Probably.
The Absolute Mind$%^& of Thermal Physics
My mother has Alzheimer’s, but sometimes she reminds me why the FBI tried to recruit her out of high school.
Last night, I explained entropy to her, and then she explained entropy to me. So, let me start by explaining entropy to you.
Molecules are constantly bumping into each other and passing little packets of energy back and forth. Over time, the energy becomes increasingly evenly distributed among them. Your coffee gets cold, and the air around it gets warm.
Imagine flipping five coins and every one lands heads-up. That would be really surprising and fun. Now imagine flipping ten coins and getting all heads. Now it’s weird. A hundred heads? You would call your psychiatrist.
Now imagine three times as many coins as there are stars in the observable universe. That’s how many molecules there are in a thimble full of coffee, much less a coffee cup. There’s absolutely no way they would all be in exactly the same state, or that only one would be in some special state. If we leave your coffee alone long enough, it will reach the same temperature as the air in the room. Whatever molecular quality we decide to measure, we would expect any differences to be distributed randomly, like heads and tails in a gazillion coin flips.
Entropy is a measure of how many different ways energy can be distributed. Just like there’s only one arrangement of 100 coins that is “all heads,” there’s only one way for all the energy to be over on one side of the coffee cup. There are an unimaginable number of ways for energy to be spread around. Given enough time, the system almost always ends up in equilibrium simply because there are more ways for that to happen.

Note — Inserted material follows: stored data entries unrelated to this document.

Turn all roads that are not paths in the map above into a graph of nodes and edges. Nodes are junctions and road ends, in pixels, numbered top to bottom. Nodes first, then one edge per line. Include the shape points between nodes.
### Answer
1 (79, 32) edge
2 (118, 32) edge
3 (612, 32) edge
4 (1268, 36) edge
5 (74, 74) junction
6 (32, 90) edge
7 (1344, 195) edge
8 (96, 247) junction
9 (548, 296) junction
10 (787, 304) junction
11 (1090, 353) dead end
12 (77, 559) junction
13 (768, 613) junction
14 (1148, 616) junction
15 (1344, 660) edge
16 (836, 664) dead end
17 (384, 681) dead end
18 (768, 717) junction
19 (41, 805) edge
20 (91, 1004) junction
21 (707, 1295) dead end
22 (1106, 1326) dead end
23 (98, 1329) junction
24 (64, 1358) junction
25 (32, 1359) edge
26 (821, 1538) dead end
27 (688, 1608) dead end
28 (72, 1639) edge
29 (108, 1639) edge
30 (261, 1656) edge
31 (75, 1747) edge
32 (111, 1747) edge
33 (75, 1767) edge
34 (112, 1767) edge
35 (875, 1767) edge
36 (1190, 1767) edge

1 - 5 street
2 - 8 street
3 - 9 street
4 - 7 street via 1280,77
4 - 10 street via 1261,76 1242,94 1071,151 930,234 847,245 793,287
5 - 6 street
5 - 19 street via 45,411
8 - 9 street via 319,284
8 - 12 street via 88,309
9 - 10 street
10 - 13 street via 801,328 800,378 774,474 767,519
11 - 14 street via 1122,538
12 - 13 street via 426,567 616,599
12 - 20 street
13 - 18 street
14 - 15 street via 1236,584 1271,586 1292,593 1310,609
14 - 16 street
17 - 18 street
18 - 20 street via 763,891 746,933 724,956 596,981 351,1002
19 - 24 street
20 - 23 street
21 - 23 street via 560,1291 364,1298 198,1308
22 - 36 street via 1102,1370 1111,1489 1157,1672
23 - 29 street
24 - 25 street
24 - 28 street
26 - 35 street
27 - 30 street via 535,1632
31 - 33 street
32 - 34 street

So, that’s what I told my mom. She stopped me and asked questions along the way. Then she said, “They share with each other.”
Yes.
And I wish I’d said that.
Later, I told my fiancée about this conversation. She asked me, “So where did energy originate?”
She always asks the question that makes me uncomfortable, the one that is impossible to answer. I fell in love with her because she asked me a question like that eight years ago, and I guess that makes me an intellectual masochist. Anyway.

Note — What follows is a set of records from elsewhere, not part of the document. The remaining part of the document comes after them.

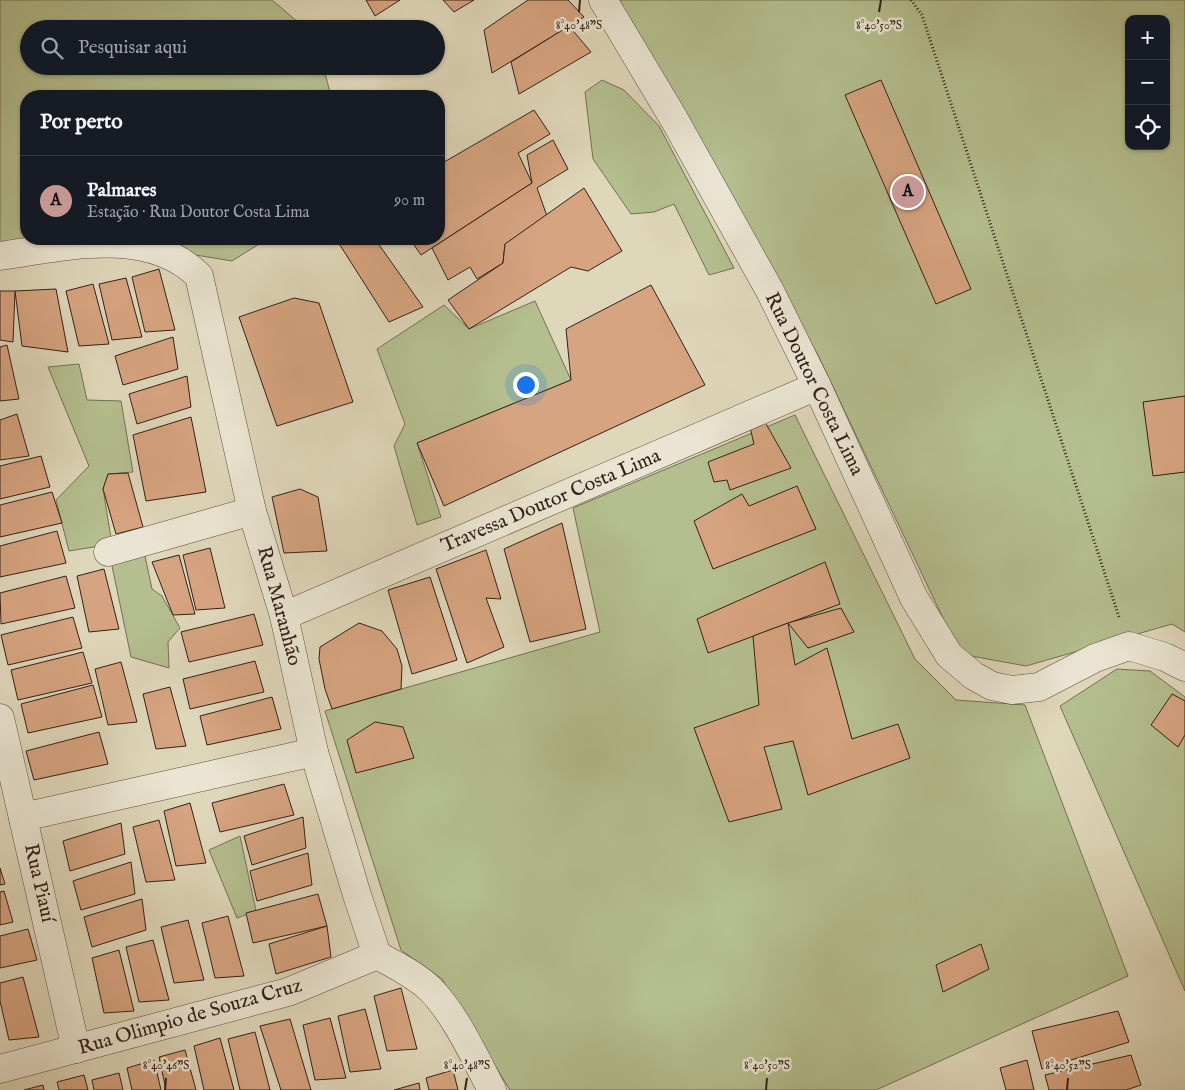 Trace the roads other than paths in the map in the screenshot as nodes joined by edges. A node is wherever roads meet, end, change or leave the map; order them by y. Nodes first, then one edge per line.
1 (603, 0) edge
2 (72, 245) edge
3 (116, 245) edge
4 (0, 256) edge
5 (817, 386) junction
6 (252, 511) junction
7 (108, 552) dead end
8 (284, 616) junction
9 (1185, 666) edge
10 (0, 718) edge
11 (314, 752) junction
12 (23, 816) junction
13 (377, 955) junction
14 (76, 1049) junction
15 (0, 1069) edge
16 (492, 1090) edge

1 - 5 street, Rua Doutor Costa Lima
2 - 4 street, Rua Maranhão
3 - 6 street, Rua Maranhão
5 - 8 street, Travessa Doutor Costa Lima
5 - 9 street, Rua Doutor Costa Lima
6 - 7 street
6 - 8 street, Rua Maranhão
8 - 11 street, Rua Maranhão
10 - 12 street, Rua Piauí
11 - 12 street
11 - 13 street, Rua Maranhão
12 - 14 street, Rua Piauí
13 - 14 street, Rua Olimpio de Souza Cruz
13 - 16 street
14 - 15 street, Rua Olimpio de Souza Cruz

Of course, energy had to be more concentrated before, because it’s less concentrated now. And if you follow that to its natural conclusion… how did the universe get into such a low entropy state?
It’s literally, statistically, the least likely thing to happen that’s ever happened.
What’s more, the universe is an absolute nightmare everywhere else but here, as far as we know. There’s this tiny place, not too hot and not too cold, not too wet and not too dry, this just-right little grain of dust circling a light bulb in the Great Void, where our molecules will stop at nothing to know themselves and where they come from.
I’m glad I get to share it with you. Your fan,
Jonathan Byrd




Okay fiancée 👀
Some brain twists in there... Not so easy to collect my thoughts and keep them there against entropy! Love your mother's summary, umph! And that's part of why you love that woman: she's a contemplator, too, and can connect the dots into sharp questions.